## SUPPLIED MATERIAL:
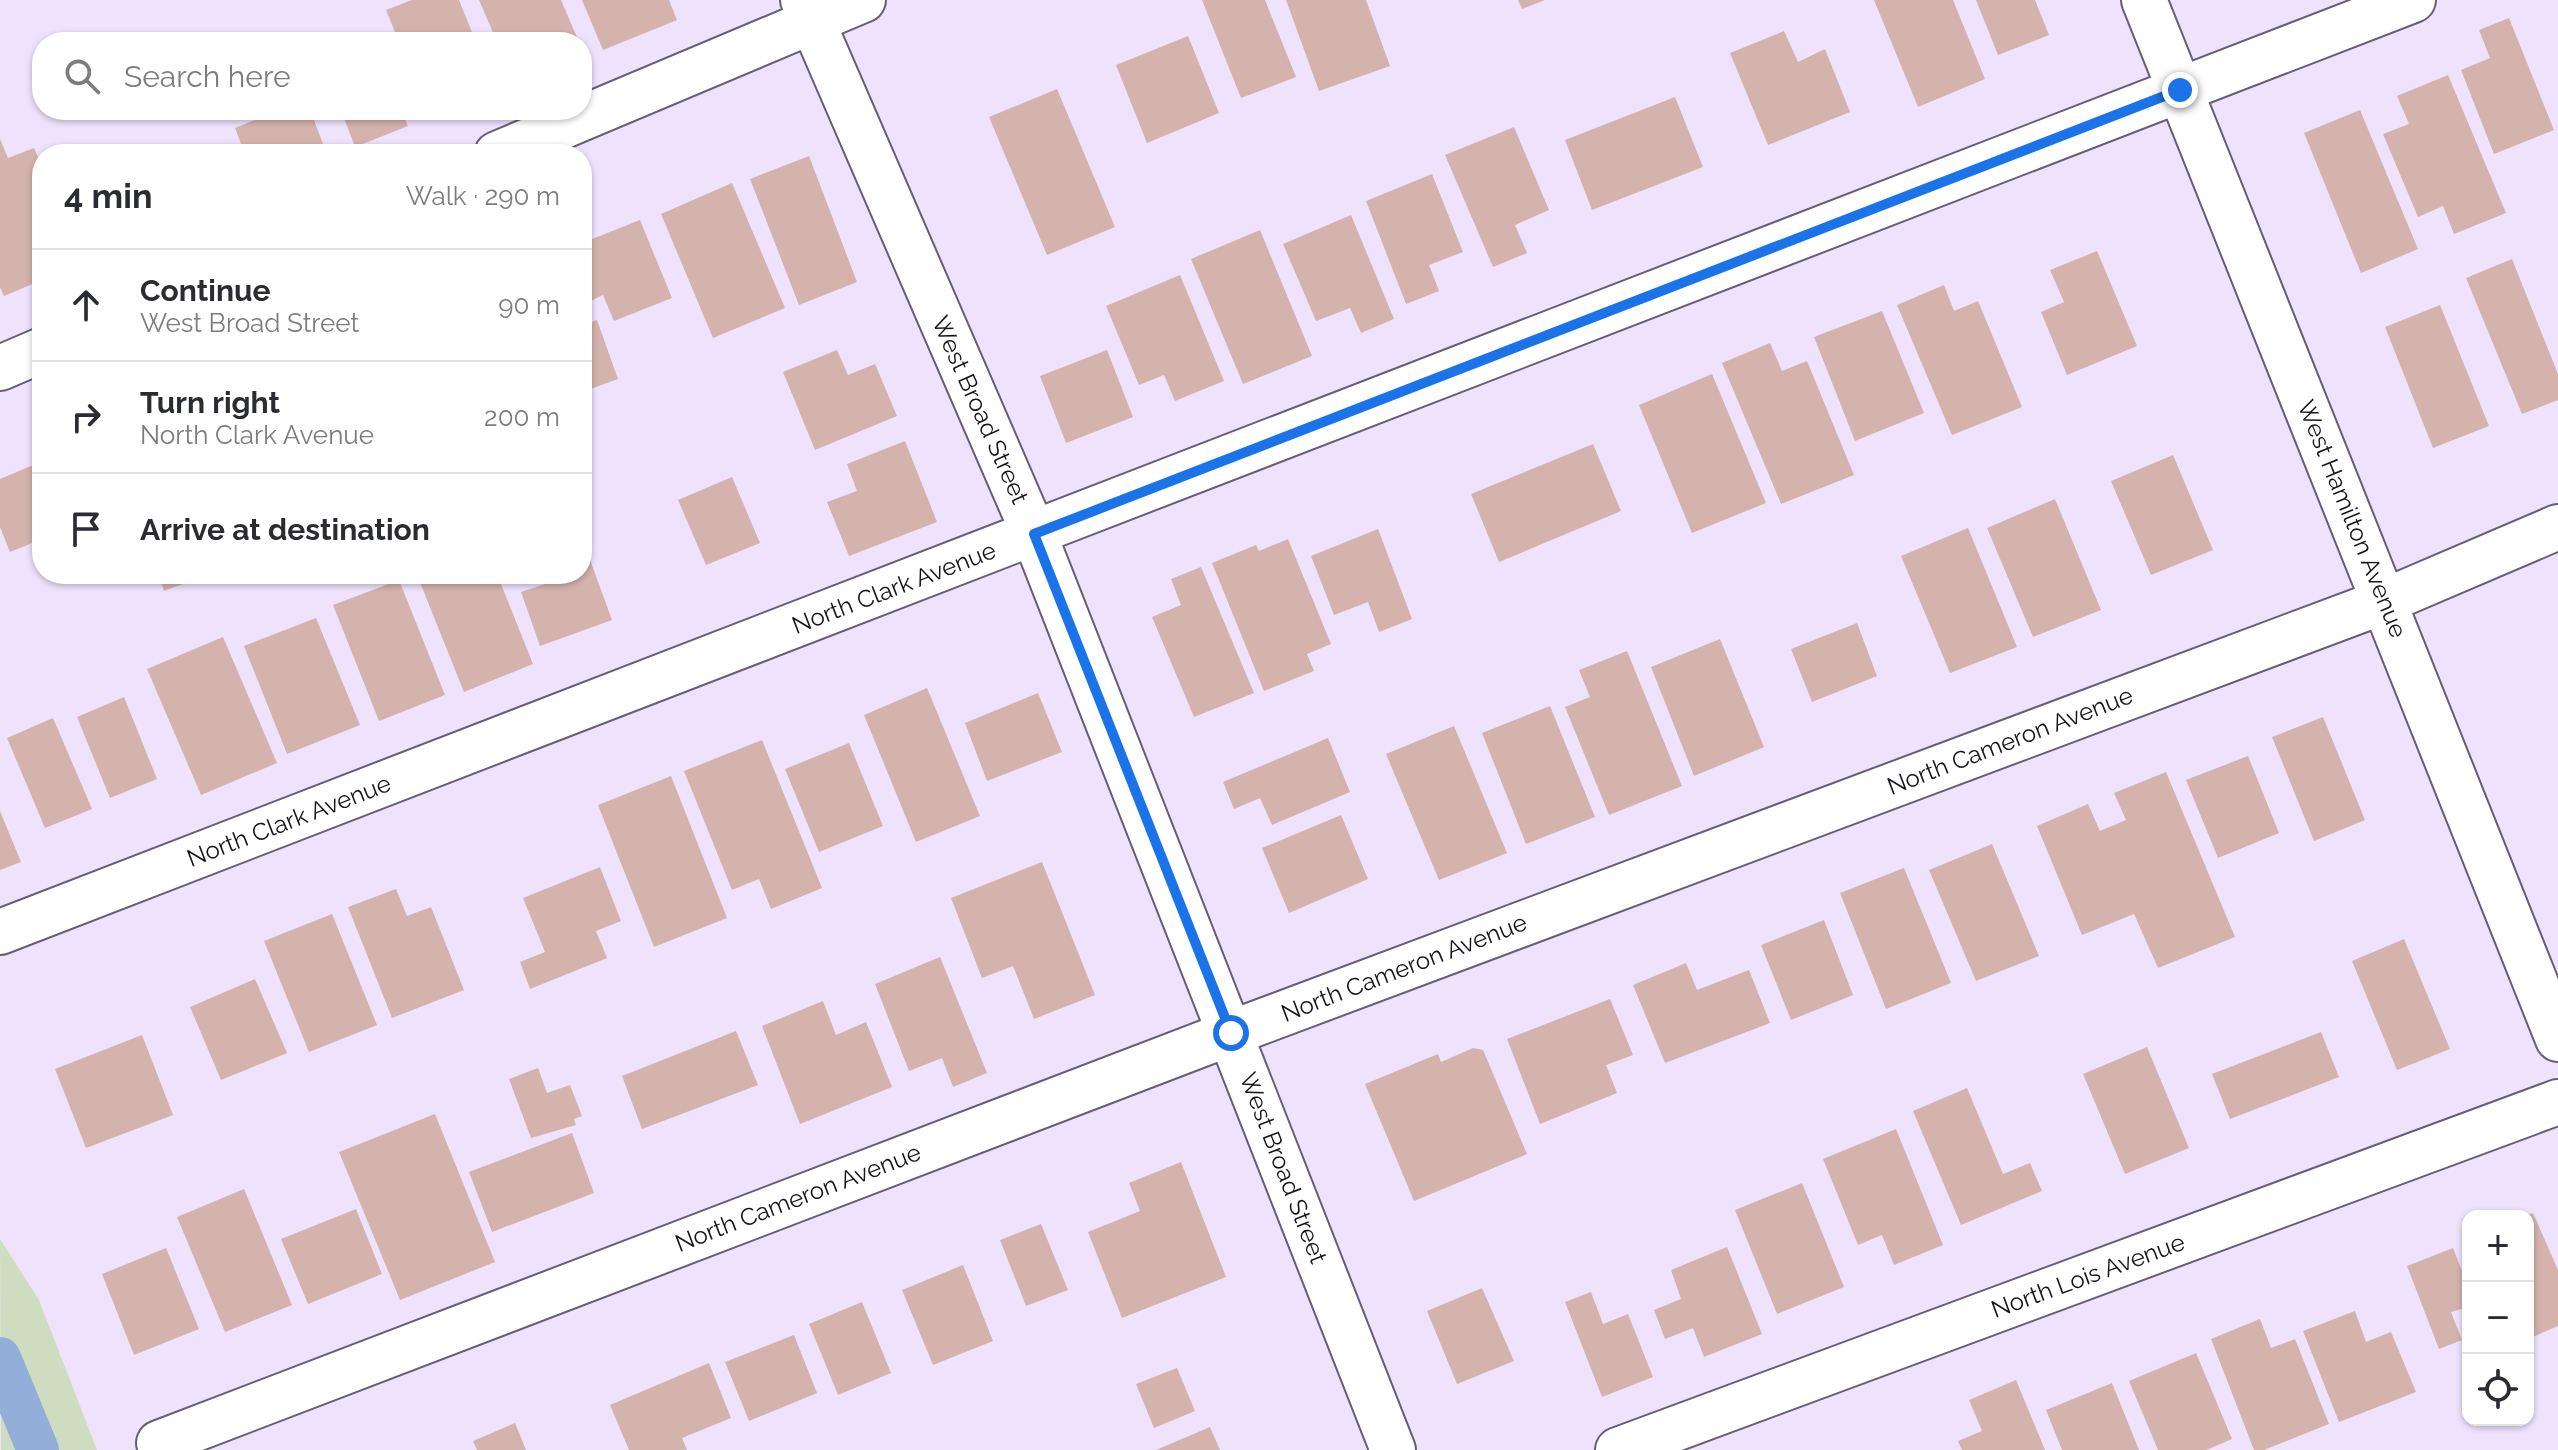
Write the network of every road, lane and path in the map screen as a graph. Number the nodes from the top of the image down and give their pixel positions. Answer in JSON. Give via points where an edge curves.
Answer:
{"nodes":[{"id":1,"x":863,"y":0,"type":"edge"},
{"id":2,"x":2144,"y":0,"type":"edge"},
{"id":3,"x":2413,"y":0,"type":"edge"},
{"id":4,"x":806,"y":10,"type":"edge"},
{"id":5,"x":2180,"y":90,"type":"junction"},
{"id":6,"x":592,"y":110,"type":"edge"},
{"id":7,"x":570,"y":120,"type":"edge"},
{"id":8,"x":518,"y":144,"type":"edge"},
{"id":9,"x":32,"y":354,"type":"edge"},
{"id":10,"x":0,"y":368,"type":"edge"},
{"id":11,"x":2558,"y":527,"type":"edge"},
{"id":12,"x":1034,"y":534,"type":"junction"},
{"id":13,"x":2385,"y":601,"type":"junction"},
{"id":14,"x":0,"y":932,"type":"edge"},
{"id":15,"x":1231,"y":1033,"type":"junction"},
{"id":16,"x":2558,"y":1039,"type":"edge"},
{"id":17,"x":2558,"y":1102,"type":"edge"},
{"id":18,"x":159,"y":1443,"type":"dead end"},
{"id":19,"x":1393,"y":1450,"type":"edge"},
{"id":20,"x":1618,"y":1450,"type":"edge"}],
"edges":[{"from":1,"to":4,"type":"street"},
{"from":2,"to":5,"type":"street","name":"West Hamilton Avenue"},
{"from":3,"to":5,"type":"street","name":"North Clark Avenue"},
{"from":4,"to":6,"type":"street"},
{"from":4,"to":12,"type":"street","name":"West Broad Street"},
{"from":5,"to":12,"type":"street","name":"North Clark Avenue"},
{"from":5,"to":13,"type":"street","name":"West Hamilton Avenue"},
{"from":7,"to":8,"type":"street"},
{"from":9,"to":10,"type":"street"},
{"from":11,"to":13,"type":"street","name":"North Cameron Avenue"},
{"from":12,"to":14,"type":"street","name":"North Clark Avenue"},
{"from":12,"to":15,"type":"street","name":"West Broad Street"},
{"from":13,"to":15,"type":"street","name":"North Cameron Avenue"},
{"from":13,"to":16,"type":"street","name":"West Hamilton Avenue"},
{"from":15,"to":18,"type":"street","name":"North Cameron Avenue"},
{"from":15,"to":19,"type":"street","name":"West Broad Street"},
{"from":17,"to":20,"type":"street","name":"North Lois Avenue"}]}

...

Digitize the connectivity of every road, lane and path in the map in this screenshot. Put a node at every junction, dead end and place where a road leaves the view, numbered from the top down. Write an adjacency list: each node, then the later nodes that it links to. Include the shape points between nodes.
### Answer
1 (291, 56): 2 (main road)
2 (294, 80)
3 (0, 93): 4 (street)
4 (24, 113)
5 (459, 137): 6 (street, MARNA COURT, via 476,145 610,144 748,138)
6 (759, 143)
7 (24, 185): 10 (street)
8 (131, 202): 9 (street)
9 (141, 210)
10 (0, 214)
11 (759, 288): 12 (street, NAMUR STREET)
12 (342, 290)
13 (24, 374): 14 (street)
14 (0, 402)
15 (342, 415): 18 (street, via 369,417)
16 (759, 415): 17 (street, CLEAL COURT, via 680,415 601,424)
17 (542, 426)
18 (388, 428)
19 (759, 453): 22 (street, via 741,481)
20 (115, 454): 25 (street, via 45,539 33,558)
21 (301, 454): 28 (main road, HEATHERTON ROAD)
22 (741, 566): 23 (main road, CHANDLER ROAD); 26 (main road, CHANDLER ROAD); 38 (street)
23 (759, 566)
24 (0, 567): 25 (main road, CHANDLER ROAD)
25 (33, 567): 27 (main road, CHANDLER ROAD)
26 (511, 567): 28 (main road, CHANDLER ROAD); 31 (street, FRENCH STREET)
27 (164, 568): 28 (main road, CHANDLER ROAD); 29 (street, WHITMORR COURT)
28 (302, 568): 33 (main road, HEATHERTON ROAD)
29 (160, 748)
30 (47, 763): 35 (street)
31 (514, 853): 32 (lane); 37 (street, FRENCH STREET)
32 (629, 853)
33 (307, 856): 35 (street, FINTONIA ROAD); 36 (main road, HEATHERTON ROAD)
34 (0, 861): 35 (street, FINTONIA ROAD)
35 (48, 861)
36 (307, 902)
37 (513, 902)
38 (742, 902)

---

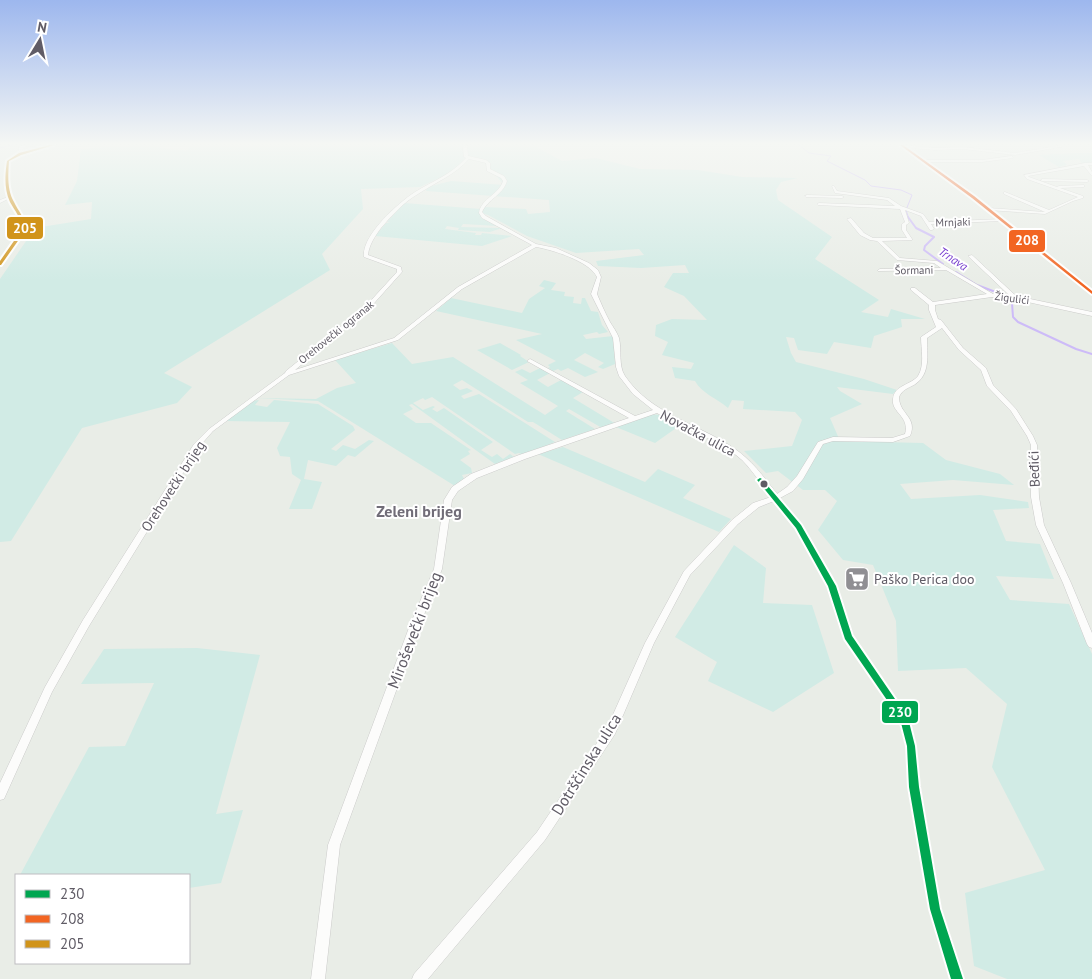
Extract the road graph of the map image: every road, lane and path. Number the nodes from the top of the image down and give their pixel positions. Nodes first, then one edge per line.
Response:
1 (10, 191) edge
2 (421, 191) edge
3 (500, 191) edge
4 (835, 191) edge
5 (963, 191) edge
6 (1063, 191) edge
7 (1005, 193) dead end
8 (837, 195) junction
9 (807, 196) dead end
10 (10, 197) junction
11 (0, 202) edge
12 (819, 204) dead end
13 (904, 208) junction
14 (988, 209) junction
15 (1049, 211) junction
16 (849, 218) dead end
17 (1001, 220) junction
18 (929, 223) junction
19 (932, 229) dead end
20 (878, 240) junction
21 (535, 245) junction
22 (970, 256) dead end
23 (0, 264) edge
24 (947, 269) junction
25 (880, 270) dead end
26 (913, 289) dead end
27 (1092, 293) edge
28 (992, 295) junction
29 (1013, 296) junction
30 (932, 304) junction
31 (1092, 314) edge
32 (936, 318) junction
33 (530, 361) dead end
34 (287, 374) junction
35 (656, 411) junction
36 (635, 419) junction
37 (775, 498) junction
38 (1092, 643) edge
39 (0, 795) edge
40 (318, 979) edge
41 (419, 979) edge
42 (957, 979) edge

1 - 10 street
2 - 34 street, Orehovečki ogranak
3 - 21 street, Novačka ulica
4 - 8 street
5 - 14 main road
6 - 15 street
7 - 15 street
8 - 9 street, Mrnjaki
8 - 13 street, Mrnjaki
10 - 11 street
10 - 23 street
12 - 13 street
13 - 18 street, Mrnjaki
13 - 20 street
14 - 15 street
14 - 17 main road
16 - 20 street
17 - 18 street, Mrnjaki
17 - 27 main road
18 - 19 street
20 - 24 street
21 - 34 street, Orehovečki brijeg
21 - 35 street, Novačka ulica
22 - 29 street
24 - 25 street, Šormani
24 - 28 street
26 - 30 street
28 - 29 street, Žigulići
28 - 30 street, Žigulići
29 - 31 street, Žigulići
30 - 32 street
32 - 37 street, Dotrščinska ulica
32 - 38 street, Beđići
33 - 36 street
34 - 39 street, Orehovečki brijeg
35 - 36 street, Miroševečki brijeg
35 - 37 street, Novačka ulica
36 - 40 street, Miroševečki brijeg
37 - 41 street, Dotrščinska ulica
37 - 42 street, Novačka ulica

## DESCRIPTION OF THE TASK:
Wherever the string "give" occurs in the entries, copy that whole line.

## RESULT OF THE EXERCISE:
Write the network of every road, lane and path in the map screen as a graph. Number the nodes from the top of the image down and give their pixel positions. Answer in JSON. Give via points where an edge curves.
Extract the road graph of the map image: every road, lane and path. Number the nodes from the top of the image down and give their pixel positions. Nodes first, then one edge per line.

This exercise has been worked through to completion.